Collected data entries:
_ _ _ _ _
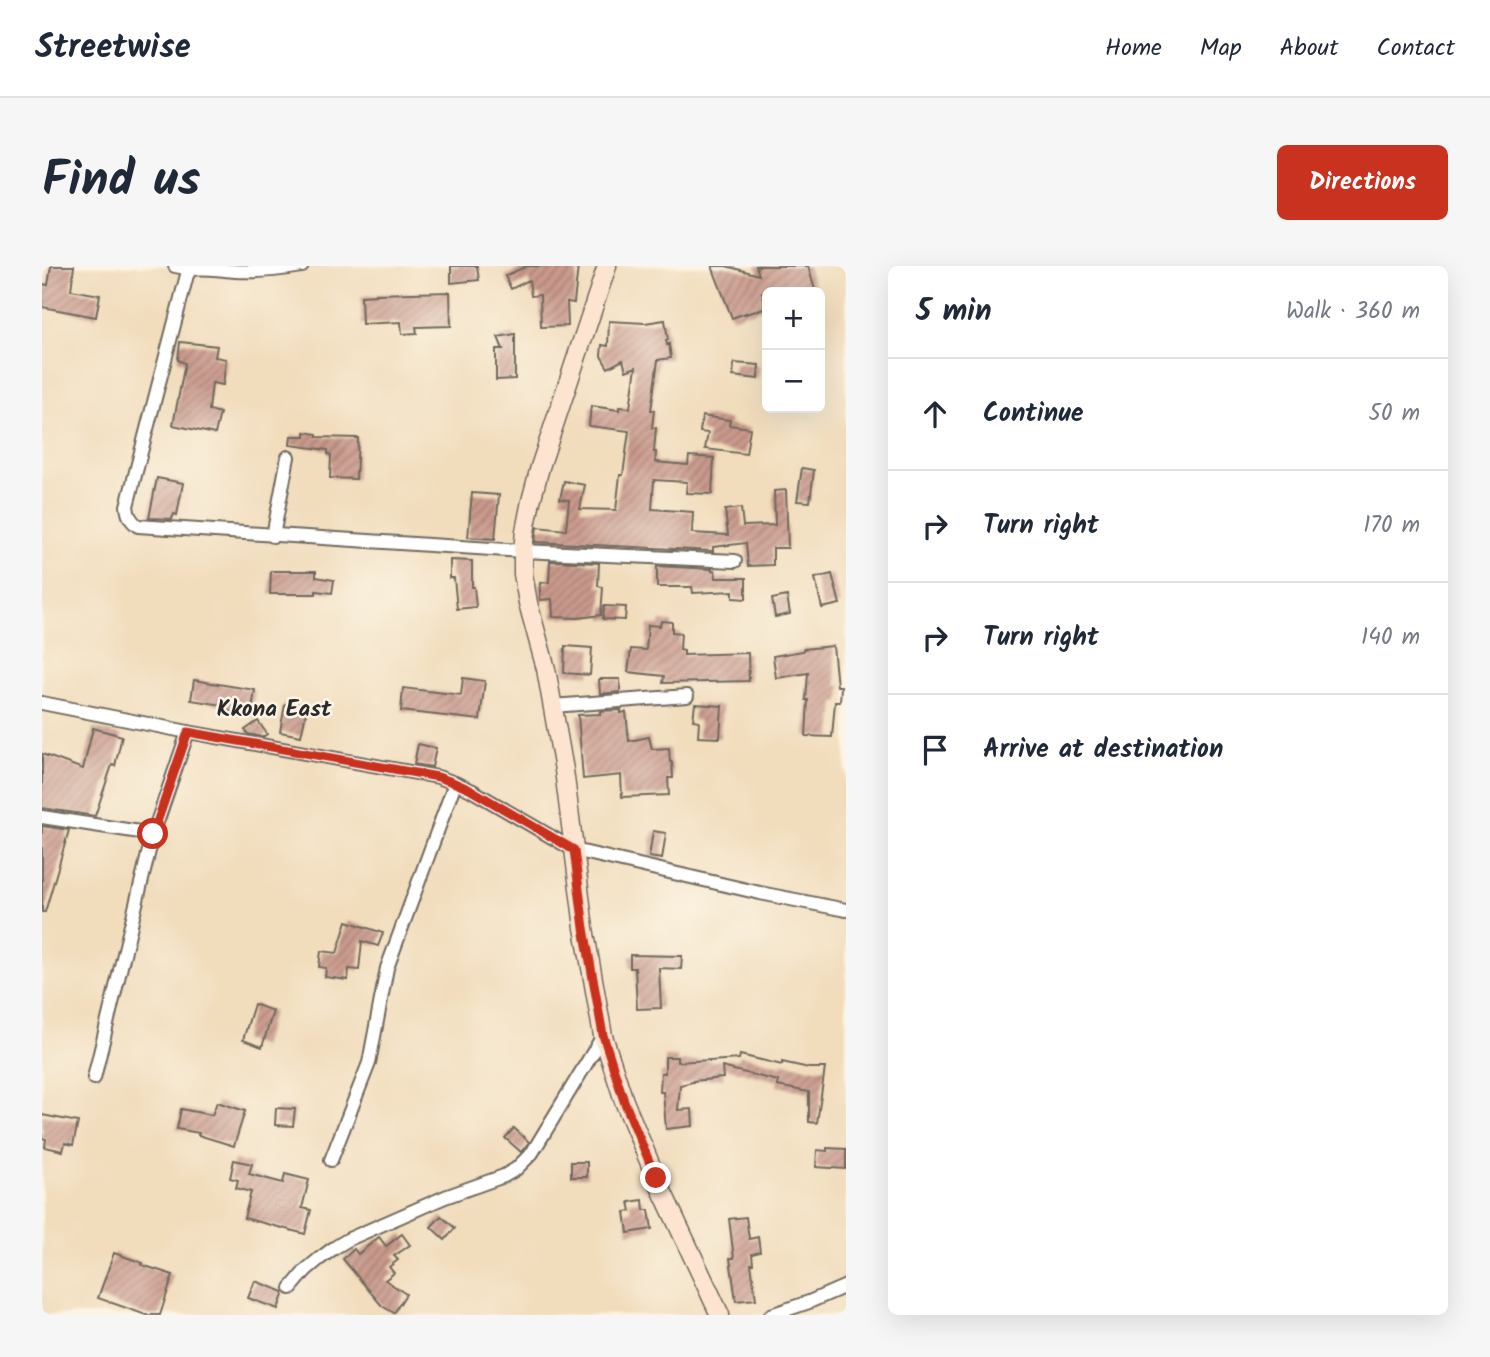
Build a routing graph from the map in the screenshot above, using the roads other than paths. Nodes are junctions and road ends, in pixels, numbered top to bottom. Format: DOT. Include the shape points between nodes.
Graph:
graph roads {
  1 [pos="175,266"];
  2 [pos="302,266"];
  3 [pos="607,266"];
  4 [pos="191,269"];
  5 [pos="288,457"];
  6 [pos="273,536"];
  7 [pos="523,551"];
  8 [pos="735,561"];
  9 [pos="687,696"];
  10 [pos="42,704"];
  11 [pos="552,706"];
  12 [pos="188,732"];
  13 [pos="455,783"];
  14 [pos="42,817"];
  15 [pos="153,834"];
  16 [pos="574,850"];
  17 [pos="846,910"];
  18 [pos="603,1035"];
  19 [pos="94,1078"];
  20 [pos="331,1160"];
  21 [pos="846,1286"];
  22 [pos="292,1288"];
  23 [pos="720,1315"];
  24 [pos="771,1315"];
  1 -- 4 [label="street"];
  2 -- 4 [label="street" via="261,271"];
  3 -- 7 [label="street" via="540,467"];
  4 -- 6 [label="street" via="127,513 131,521 146,528"];
  5 -- 6 [label="street"];
  6 -- 7 [label="street"];
  7 -- 8 [label="street"];
  7 -- 11 [label="street" via="528,603"];
  9 -- 11 [label="street"];
  10 -- 12 [label="street"];
  11 -- 16 [label="street"];
  12 -- 13 [label="street"];
  12 -- 15 [label="street"];
  13 -- 16 [label="street"];
  13 -- 20 [label="street" via="387,968 369,1063"];
  14 -- 15 [label="street"];
  15 -- 19 [label="street"];
  16 -- 17 [label="street"];
  16 -- 18 [label="street"];
  18 -- 22 [label="street" via="532,1153 516,1169 349,1239 306,1270"];
  18 -- 23 [label="street" via="656,1178"];
  21 -- 24 [label="street"];
}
_ _ _ _ _
What this task involves: Wherever the word "roads" appears in a line of the records, count that line. Say how many there are, with no other words.

Exercise solution: 2